## Action item
The line containing "thumb tip: (261, 148)" marks the start; return it and every line after it in the listing below, exactly, through the last.

## Provided records
----
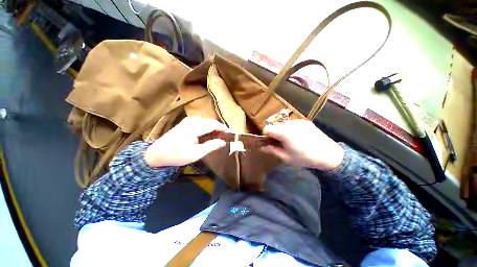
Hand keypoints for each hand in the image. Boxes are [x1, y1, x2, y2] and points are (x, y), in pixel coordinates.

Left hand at [144, 117, 226, 167]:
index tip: (231, 135)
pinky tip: (209, 135)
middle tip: (226, 138)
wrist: (157, 153)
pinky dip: (208, 128)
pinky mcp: (187, 122)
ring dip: (214, 129)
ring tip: (219, 138)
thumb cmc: (176, 155)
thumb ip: (211, 146)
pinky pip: (202, 123)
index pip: (214, 124)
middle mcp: (192, 120)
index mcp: (194, 127)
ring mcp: (189, 120)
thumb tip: (223, 142)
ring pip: (207, 122)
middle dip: (220, 129)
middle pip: (211, 122)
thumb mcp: (195, 154)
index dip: (224, 129)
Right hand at [262, 120, 343, 170]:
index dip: (266, 135)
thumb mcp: (286, 157)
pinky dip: (291, 129)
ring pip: (283, 124)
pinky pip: (292, 124)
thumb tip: (261, 148)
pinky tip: (298, 137)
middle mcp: (290, 124)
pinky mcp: (305, 121)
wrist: (329, 155)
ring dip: (282, 131)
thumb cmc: (305, 158)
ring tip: (290, 141)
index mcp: (284, 132)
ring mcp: (298, 121)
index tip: (270, 142)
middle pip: (275, 126)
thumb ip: (272, 150)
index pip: (267, 128)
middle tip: (280, 143)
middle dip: (274, 134)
----
## Written response
thumb tip: (261, 148)
pinky tip: (298, 137)
middle mcp: (290, 124)
pinky mcp: (305, 121)
wrist: (329, 155)
ring dip: (282, 131)
thumb cmc: (305, 158)
ring tip: (290, 141)
index mcp: (284, 132)
ring mcp: (298, 121)
index tip: (270, 142)
middle pip: (275, 126)
thumb ip: (272, 150)
index pip: (267, 128)
middle tip: (280, 143)
middle dip: (274, 134)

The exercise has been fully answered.